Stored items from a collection
○ ○ ○ ○ ○ ○ ○
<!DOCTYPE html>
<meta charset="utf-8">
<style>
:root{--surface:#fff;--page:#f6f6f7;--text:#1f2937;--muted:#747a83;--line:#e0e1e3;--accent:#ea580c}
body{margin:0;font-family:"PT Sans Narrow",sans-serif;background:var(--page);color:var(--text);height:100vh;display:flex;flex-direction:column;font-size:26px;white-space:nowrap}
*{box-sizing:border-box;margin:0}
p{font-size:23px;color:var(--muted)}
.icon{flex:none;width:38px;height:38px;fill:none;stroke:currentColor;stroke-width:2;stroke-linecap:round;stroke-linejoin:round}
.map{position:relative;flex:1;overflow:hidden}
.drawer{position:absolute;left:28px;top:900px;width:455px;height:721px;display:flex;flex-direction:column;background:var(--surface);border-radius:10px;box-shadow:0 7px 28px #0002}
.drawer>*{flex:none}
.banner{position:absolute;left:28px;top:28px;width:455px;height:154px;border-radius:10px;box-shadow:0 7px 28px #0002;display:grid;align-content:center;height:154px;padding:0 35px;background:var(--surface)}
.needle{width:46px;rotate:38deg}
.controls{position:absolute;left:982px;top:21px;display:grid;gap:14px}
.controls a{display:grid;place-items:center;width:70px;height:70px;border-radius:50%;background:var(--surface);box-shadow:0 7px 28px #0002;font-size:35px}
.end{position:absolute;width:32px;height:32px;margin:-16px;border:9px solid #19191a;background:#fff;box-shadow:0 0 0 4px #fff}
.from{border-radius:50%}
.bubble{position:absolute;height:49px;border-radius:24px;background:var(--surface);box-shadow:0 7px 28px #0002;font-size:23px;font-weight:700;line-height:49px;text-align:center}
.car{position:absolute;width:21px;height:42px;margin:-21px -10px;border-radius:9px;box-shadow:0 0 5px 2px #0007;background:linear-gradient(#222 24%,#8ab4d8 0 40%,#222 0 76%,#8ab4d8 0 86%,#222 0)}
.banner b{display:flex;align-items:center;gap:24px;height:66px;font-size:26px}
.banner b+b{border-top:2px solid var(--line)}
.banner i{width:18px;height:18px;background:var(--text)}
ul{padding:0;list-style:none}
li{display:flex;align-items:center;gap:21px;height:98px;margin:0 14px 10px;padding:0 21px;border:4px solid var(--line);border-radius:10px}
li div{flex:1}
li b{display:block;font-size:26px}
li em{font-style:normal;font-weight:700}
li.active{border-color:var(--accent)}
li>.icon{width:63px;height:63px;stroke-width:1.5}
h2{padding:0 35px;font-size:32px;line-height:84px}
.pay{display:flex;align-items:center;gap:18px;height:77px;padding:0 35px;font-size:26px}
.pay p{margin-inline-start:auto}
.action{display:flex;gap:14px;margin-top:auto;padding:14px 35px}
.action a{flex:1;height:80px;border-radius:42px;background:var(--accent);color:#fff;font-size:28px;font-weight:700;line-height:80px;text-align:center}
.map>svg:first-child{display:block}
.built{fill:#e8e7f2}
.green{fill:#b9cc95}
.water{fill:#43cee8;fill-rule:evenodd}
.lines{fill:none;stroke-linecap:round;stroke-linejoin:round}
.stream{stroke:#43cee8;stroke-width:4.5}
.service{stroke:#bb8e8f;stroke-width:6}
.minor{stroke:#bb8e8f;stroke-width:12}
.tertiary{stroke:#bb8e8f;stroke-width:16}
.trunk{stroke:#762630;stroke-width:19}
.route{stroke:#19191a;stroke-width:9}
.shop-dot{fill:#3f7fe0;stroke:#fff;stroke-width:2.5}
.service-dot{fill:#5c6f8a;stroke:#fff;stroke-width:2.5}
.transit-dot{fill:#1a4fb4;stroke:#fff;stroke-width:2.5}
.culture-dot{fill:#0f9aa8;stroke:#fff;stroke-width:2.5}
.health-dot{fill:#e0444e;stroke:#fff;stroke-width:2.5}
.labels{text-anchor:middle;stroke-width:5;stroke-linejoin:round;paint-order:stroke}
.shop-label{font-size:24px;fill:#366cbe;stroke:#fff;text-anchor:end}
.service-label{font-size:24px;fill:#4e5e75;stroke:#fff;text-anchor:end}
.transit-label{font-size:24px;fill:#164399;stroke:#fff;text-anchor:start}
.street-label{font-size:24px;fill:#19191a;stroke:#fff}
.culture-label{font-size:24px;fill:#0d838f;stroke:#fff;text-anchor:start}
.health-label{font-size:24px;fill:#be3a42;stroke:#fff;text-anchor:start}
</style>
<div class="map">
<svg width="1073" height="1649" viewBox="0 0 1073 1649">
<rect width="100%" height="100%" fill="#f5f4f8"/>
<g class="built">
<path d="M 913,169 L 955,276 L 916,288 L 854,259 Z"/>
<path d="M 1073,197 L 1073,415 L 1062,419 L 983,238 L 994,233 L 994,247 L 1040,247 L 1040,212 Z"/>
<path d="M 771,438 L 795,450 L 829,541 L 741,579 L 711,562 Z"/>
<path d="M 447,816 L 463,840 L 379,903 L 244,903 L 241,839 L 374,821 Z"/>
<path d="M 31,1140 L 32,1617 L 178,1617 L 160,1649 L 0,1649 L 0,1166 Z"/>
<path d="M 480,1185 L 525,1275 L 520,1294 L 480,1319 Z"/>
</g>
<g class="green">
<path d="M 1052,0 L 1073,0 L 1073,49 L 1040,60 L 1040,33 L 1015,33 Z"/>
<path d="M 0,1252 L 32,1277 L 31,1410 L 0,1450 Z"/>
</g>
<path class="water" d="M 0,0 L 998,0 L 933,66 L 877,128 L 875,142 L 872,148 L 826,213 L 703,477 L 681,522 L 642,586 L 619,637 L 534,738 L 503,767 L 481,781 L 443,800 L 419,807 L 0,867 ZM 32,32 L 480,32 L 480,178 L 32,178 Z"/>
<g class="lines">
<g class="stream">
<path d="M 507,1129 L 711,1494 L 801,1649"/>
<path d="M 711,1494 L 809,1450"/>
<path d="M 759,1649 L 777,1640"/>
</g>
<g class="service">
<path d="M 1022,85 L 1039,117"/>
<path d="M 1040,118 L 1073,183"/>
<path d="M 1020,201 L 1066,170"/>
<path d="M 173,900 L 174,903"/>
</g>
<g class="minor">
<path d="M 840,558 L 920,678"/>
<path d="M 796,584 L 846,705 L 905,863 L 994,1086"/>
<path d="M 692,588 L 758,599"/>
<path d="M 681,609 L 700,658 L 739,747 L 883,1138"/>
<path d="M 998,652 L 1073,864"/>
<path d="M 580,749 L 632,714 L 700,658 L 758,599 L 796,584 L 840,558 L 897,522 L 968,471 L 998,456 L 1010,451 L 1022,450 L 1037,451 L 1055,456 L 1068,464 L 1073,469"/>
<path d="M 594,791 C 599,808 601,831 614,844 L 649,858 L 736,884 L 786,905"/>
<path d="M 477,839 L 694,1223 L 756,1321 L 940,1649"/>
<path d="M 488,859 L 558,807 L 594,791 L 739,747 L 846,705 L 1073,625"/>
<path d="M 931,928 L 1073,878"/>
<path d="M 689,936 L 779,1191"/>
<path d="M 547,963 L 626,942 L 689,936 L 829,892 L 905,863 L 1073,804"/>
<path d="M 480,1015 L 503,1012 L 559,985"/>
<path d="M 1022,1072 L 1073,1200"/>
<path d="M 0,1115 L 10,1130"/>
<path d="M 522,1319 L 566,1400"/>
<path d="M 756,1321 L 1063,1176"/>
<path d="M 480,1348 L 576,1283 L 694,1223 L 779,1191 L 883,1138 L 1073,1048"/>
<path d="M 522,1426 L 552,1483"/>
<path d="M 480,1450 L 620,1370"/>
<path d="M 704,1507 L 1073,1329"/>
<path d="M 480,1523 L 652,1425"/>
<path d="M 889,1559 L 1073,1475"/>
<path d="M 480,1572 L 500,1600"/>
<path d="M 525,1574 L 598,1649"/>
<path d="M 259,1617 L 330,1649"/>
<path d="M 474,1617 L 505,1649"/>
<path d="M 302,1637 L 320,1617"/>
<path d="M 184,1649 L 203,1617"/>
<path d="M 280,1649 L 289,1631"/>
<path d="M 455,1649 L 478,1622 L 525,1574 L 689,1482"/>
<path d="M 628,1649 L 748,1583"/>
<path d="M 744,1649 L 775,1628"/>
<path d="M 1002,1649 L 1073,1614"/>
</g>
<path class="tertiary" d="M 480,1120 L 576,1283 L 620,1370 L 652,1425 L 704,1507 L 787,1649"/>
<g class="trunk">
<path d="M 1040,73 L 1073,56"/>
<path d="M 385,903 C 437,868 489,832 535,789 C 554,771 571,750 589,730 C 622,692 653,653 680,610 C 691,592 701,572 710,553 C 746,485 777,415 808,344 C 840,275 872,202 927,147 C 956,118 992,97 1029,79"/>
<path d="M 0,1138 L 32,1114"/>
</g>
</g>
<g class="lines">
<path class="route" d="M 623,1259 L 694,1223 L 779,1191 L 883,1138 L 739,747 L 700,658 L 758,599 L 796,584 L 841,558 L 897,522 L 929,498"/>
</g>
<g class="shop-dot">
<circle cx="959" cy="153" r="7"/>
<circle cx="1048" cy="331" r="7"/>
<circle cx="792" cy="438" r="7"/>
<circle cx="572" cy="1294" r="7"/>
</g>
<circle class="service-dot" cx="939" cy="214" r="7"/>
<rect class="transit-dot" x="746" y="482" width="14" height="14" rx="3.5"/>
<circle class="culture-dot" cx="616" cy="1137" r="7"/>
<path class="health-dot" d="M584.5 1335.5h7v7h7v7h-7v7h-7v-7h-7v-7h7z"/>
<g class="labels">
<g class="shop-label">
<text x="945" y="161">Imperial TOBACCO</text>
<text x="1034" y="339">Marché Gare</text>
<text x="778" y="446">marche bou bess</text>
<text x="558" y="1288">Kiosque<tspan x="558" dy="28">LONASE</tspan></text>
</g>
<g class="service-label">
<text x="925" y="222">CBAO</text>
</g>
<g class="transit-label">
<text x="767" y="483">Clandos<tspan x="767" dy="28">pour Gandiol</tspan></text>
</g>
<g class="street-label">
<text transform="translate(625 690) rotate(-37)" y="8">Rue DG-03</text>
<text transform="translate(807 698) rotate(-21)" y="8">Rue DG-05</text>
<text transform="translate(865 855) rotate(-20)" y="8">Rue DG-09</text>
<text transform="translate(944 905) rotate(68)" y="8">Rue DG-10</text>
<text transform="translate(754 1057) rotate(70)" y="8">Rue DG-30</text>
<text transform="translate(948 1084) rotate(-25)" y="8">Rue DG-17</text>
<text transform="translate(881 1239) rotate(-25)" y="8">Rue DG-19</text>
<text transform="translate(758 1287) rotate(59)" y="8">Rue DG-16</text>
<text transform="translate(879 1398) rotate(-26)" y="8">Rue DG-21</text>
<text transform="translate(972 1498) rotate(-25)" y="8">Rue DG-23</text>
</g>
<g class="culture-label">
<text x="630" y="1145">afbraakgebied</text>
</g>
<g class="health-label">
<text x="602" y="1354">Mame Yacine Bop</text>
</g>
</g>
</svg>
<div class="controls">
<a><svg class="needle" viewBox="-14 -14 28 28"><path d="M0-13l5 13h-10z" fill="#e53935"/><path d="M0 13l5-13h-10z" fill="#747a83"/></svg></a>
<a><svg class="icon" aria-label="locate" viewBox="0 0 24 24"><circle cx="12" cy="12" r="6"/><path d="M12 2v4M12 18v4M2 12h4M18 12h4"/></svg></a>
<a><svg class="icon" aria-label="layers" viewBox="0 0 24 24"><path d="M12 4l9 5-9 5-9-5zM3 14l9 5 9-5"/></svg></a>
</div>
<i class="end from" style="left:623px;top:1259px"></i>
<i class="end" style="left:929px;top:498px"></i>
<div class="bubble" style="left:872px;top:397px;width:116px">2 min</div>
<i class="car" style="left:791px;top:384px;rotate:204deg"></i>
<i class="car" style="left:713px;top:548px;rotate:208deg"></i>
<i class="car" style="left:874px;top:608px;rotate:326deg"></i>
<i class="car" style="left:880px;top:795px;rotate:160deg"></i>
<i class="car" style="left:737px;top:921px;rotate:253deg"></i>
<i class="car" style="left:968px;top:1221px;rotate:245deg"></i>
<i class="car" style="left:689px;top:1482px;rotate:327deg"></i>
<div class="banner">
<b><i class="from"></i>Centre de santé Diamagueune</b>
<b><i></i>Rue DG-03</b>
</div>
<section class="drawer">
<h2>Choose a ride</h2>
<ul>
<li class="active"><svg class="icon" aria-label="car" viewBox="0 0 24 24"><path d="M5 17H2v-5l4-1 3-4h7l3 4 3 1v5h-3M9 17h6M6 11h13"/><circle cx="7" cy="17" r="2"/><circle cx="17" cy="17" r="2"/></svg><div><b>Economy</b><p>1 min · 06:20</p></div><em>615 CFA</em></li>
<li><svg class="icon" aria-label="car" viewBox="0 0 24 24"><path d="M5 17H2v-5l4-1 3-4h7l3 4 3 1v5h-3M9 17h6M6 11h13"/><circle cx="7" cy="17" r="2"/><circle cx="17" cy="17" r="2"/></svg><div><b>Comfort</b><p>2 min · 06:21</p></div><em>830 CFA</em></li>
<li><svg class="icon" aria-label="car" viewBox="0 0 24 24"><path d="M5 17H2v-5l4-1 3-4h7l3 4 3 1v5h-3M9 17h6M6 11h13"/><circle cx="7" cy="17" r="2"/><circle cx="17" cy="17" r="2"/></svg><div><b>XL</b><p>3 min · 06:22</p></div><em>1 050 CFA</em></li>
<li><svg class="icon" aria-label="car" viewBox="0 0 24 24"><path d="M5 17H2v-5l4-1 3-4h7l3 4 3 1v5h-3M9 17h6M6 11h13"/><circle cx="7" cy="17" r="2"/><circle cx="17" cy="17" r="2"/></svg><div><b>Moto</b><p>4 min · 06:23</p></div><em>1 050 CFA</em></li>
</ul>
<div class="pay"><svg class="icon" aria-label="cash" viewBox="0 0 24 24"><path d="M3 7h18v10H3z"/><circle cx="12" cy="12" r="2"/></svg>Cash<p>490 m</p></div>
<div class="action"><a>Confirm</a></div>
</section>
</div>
○ ○ ○ ○ ○ ○ ○
# Task objective
A single figure is required: the number of lines in the entries that hold the string "shadow".

# Task answer
6